[Body or hand keypoint data]
^^^^
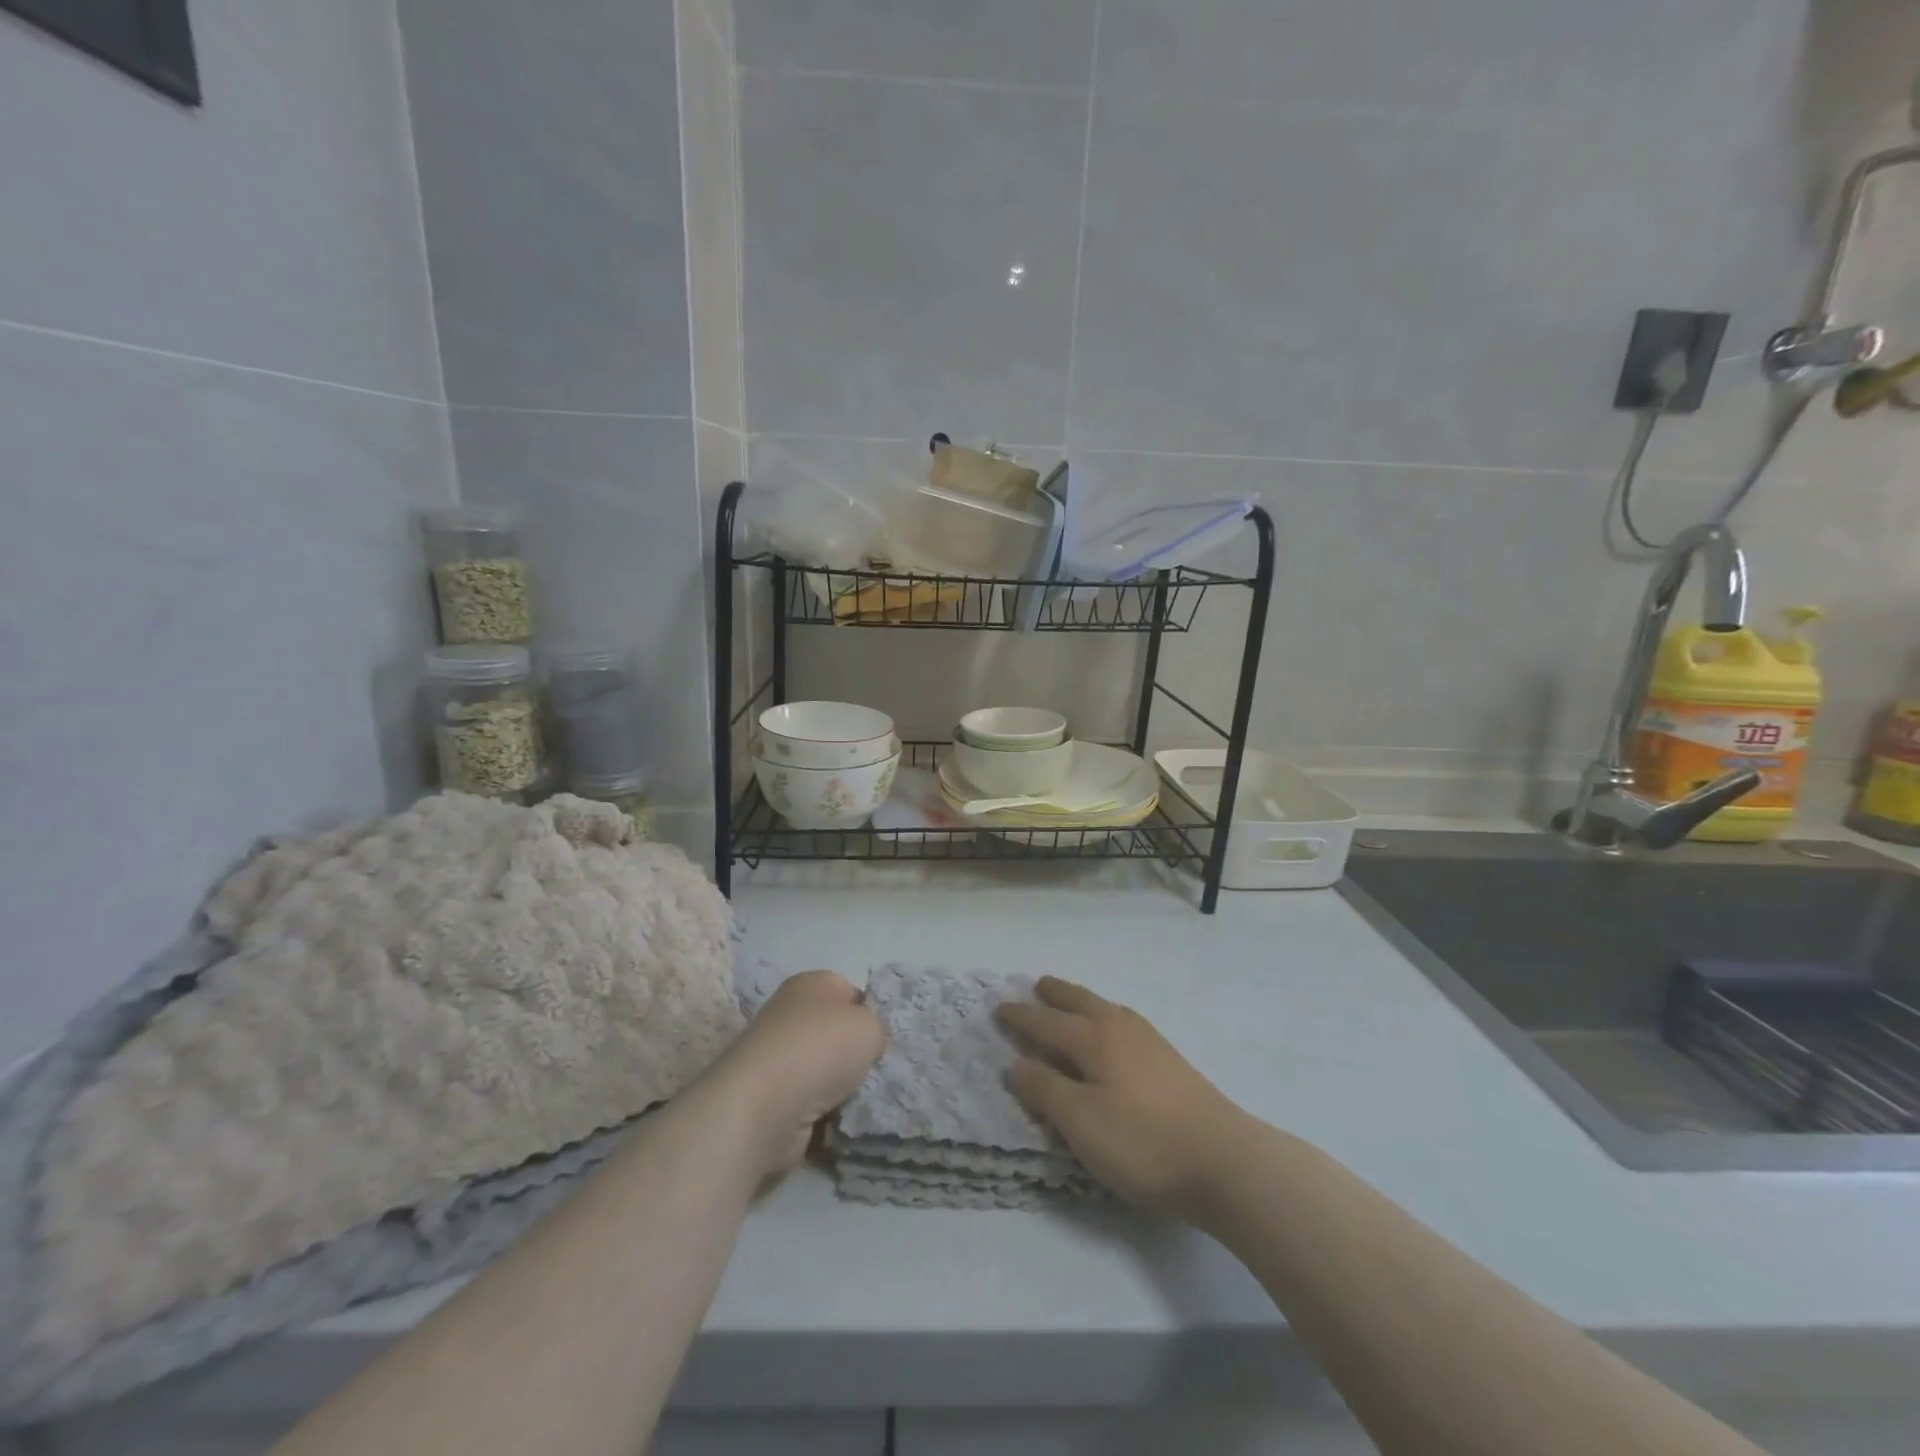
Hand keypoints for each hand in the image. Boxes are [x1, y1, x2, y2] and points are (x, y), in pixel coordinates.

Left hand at [709, 971, 885, 1176]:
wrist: (763, 1107)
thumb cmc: (820, 1050)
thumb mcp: (870, 1027)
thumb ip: (877, 1029)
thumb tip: (864, 1044)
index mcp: (812, 984)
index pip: (852, 993)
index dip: (871, 1014)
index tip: (883, 1039)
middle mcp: (790, 1013)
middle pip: (837, 1032)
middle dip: (856, 1054)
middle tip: (876, 1071)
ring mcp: (777, 1056)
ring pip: (825, 1069)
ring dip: (842, 1087)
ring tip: (859, 1099)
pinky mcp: (770, 1095)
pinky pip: (811, 1100)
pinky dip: (824, 1111)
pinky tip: (838, 1120)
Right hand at [998, 977, 1251, 1220]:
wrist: (1224, 1160)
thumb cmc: (1142, 1142)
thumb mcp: (1081, 1122)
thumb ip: (1045, 1090)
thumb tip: (1016, 1062)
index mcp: (1094, 1038)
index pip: (1046, 1021)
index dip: (1021, 1017)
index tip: (1000, 1008)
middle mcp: (1120, 1028)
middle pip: (1080, 1002)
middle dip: (1055, 994)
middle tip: (1037, 985)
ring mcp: (1149, 1041)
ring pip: (1105, 1008)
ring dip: (1081, 1001)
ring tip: (1070, 1003)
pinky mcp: (1170, 1060)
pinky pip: (1123, 1022)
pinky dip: (1104, 1017)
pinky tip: (1113, 1034)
^^^^
*TASK DESCRIPTION*
Could you transcribe the records above exactly, leaving out any pictures?

*EXERCISE OUTPUT*
Hand keypoints for each hand in the image. Boxes are [x1, y1, x2, y2] and points are (x, y), in pixel coordinates.

Left hand at [709, 971, 885, 1176]:
wrist: (763, 1107)
thumb cmc: (820, 1050)
thumb mcp: (870, 1027)
thumb ip: (877, 1029)
thumb tip: (864, 1044)
index mcp: (812, 984)
index pip: (852, 993)
index dip: (871, 1014)
index tip: (883, 1039)
middle mcp: (790, 1013)
middle pip: (837, 1032)
middle dip: (856, 1054)
middle tip: (876, 1071)
ring mcp: (777, 1056)
ring pip: (825, 1069)
ring dip: (842, 1087)
ring tip: (859, 1099)
pinky mcp: (770, 1095)
pinky pip: (811, 1100)
pinky dip: (824, 1111)
pinky tip: (838, 1120)
Right hand at [998, 977, 1251, 1220]:
wrist: (1224, 1160)
thumb cmc: (1142, 1142)
thumb mcp: (1081, 1122)
thumb ip: (1045, 1090)
thumb tip: (1016, 1062)
index mcp: (1094, 1038)
index pip: (1046, 1021)
index dip: (1021, 1017)
index tip: (1000, 1008)
middle mcp: (1120, 1028)
middle pip: (1080, 1002)
middle dip: (1055, 994)
middle tip: (1037, 985)
ring mcp: (1149, 1041)
ring pip: (1105, 1008)
ring dip: (1081, 1001)
ring tip: (1070, 1003)
pinky mcp: (1170, 1060)
pinky pip: (1123, 1022)
pinky dip: (1104, 1017)
pinky tip: (1113, 1034)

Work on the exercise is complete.